European Banks Still Nervous About the Markets
Excerpts below from an article in the WSJ indicates that the European banks are still nervous about lending to one another. Although the ECB and the BOJ started pulling some of their money out on Tuesday the European banks interbank lending rates remain relatively high. Note that the ECB and BOJ have not pulled that much money out and the Fed and the Bank of Canada injected cash on Tuesday. As stated in earlier posts this problem has not been resolved.
As Europe's money markets calm down and central banks cut off the extra cash they have been providing to avoid a global credit meltdown, several indicators show commercial banks remain unusually hungry for cash and nervous to lend to each other over longer periods.
After four days of flooding money markets with funds, the European Central Bank and Bank of Japan effectively drained a little liquidity from the markets yesterday, in a sign of confidence that the global financial system is returning to normal.
The Federal Reserve Bank of New York canceled a $7 billion overnight injection of funds it had set for 9:30 a.m. yesterday, blaming technical problems, and then implemented it at 10:30 a.m. The snafu rattled the markets briefly.
The Fed had alerted the market to its intentions early in the day. To suggest the maneuver was more ordinary than a response to the continuing strains in credit markets, it said the intervention would be needed "to accommodate heightened reserve needs typical" on a day when the Treasury is raising money in the bond market.
The return to business-as-usual at the ECB was encouraged by falling short-term lending rates on overnight markets, where the rate at which banks lend to each other hovered yesterday around 4%, the target set by the ECB, which governs monetary policy for the 13 nations that share the euro currency. That rate was far below the highs near 4.7% last Thursday that prompted the ECB to step in.
Central banks manage economic growth and prices by setting a target for the rate on overnight loans between big banks. Then, they use open-market operations to increase or decrease the supply of funds in order to keep the market rate near the target. When the rate moves far above the bank's target rate, it signals that liquidity in the market is tight and banks are unwilling to lend to each other.
But a potential reason the ECB didn't intervene yesterday, analysts say, is that it had flooded euro-zone markets with its weekly infusion Tuesday. During its regular weekly money-market operation, the ECB injected €73.5 billion ($99.5 billion) more than it had budgeted.
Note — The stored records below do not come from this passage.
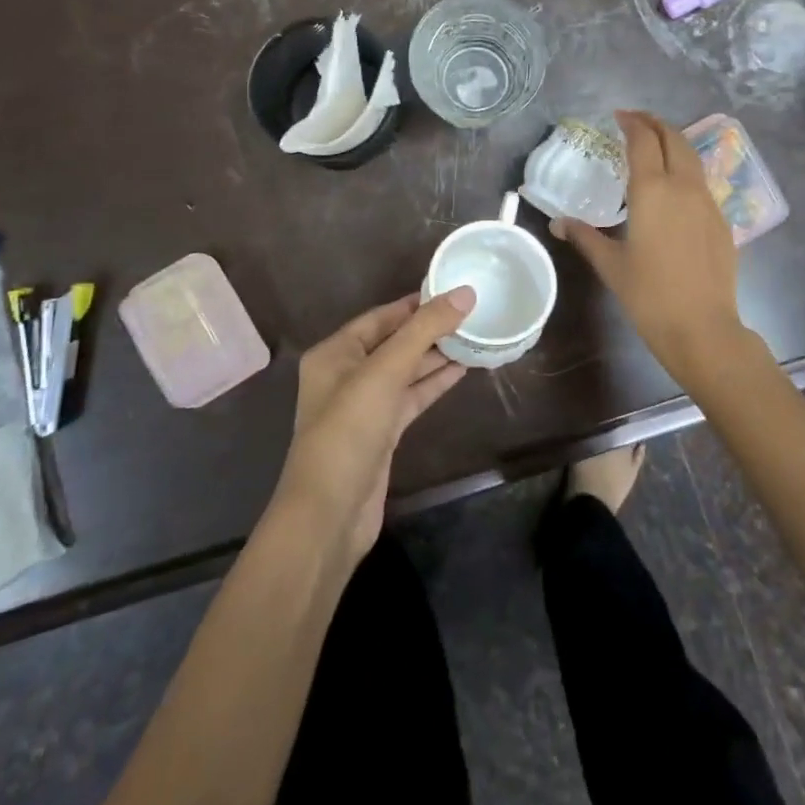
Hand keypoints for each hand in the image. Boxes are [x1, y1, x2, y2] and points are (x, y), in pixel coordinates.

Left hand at [270, 289, 473, 562]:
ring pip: (405, 370)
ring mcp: (364, 406)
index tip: (453, 290)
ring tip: (474, 337)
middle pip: (394, 342)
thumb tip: (464, 293)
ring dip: (436, 356)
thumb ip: (425, 330)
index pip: (381, 316)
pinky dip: (433, 383)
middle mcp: (346, 374)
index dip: (416, 303)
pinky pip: (411, 397)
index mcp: (335, 353)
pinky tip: (462, 370)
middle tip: (472, 313)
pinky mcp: (381, 432)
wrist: (330, 514)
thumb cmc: (349, 430)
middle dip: (430, 329)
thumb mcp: (386, 371)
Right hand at [553, 110, 756, 388]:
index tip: (619, 116)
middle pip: (674, 138)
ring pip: (692, 157)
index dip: (631, 123)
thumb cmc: (649, 295)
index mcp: (652, 190)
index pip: (643, 140)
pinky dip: (686, 169)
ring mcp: (707, 202)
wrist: (702, 327)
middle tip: (636, 121)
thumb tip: (558, 223)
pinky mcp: (721, 220)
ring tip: (655, 146)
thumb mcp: (611, 264)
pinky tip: (675, 187)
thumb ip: (585, 237)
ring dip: (673, 142)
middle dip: (655, 123)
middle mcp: (683, 186)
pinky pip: (701, 181)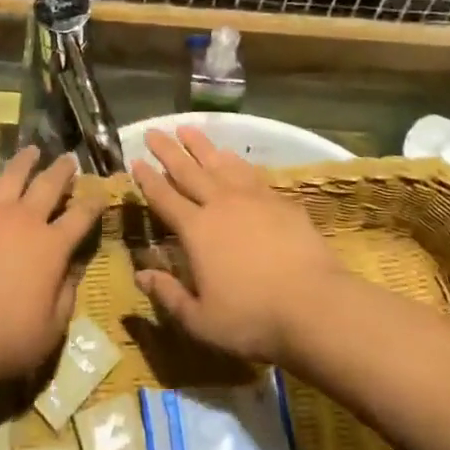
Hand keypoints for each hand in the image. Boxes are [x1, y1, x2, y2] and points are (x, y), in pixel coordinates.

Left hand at [0, 147, 101, 384]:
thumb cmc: (6, 340)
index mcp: (52, 246)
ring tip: (31, 150)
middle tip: (68, 158)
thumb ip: (67, 294)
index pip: (82, 216)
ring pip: (11, 175)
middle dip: (62, 170)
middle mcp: (24, 220)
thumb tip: (74, 269)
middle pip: (49, 185)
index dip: (95, 201)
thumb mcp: (52, 329)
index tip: (102, 191)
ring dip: (24, 161)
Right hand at [129, 127, 345, 362]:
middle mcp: (220, 205)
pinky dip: (235, 161)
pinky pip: (249, 172)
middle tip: (154, 131)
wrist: (314, 305)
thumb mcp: (201, 320)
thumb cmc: (252, 318)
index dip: (148, 179)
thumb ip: (168, 295)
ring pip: (219, 163)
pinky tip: (231, 156)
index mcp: (196, 230)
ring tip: (187, 130)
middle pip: (188, 170)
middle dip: (168, 150)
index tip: (135, 160)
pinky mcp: (279, 200)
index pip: (165, 198)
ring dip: (201, 146)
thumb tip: (139, 276)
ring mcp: (252, 198)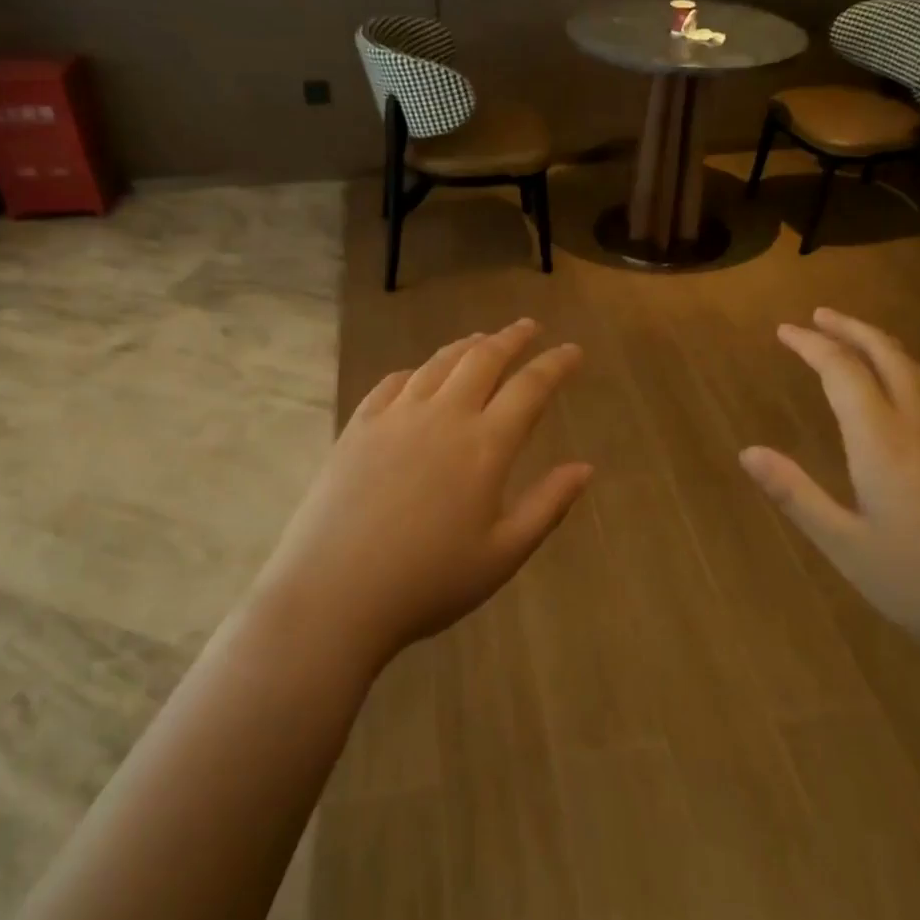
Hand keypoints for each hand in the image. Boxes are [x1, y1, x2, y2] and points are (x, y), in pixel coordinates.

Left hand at [258, 319, 591, 666]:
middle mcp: (443, 415)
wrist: (334, 592)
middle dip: (512, 338)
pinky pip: (393, 382)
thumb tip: (585, 468)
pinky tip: (419, 375)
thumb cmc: (429, 582)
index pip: (530, 387)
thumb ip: (548, 506)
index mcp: (485, 445)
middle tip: (529, 326)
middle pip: (483, 359)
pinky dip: (416, 370)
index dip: (556, 364)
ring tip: (482, 339)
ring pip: (438, 363)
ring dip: (467, 346)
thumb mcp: (502, 554)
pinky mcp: (359, 426)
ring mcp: (396, 416)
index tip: (573, 350)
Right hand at [739, 308, 919, 666]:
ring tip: (854, 338)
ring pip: (917, 370)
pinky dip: (904, 369)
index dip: (812, 345)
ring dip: (881, 344)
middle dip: (851, 329)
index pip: (843, 371)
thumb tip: (747, 452)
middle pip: (888, 355)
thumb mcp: (846, 546)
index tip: (785, 330)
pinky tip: (898, 390)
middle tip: (819, 316)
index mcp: (884, 441)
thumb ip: (796, 494)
As opposed to the unscheduled cash injections, which were short-term, banks can hang onto these funds for a week.
"This huge weekly injection has relieved the pressure for the ECB to be undertaking massive daily injections," said Julian Callow, chief euro-zone economist with Barclays Capital in London, in a research note. "It means also that there is now a large cash surplus in euro-area money markets, which has pushed the overnight rate down."
At the same time, longer-term money-market interest rates are rising -- an indicator banks are becoming more nervous about lending to each other for longer periods of time.
The three-month euro money-market rate rose to 4.5% yesterday from 4.4% last Thursday, according to the European Banking Federation. Analysts say the rise reflects banks' fears that some victims of the U.S. subprime fallout have yet to emerge.
"Banks are still afraid of lending to each other for longer periods," said Antonio Villarroya, an interest-rate strategist at Merrill Lynch in London. "They fear the counterparty risk, and they fear that they might need the money themselves."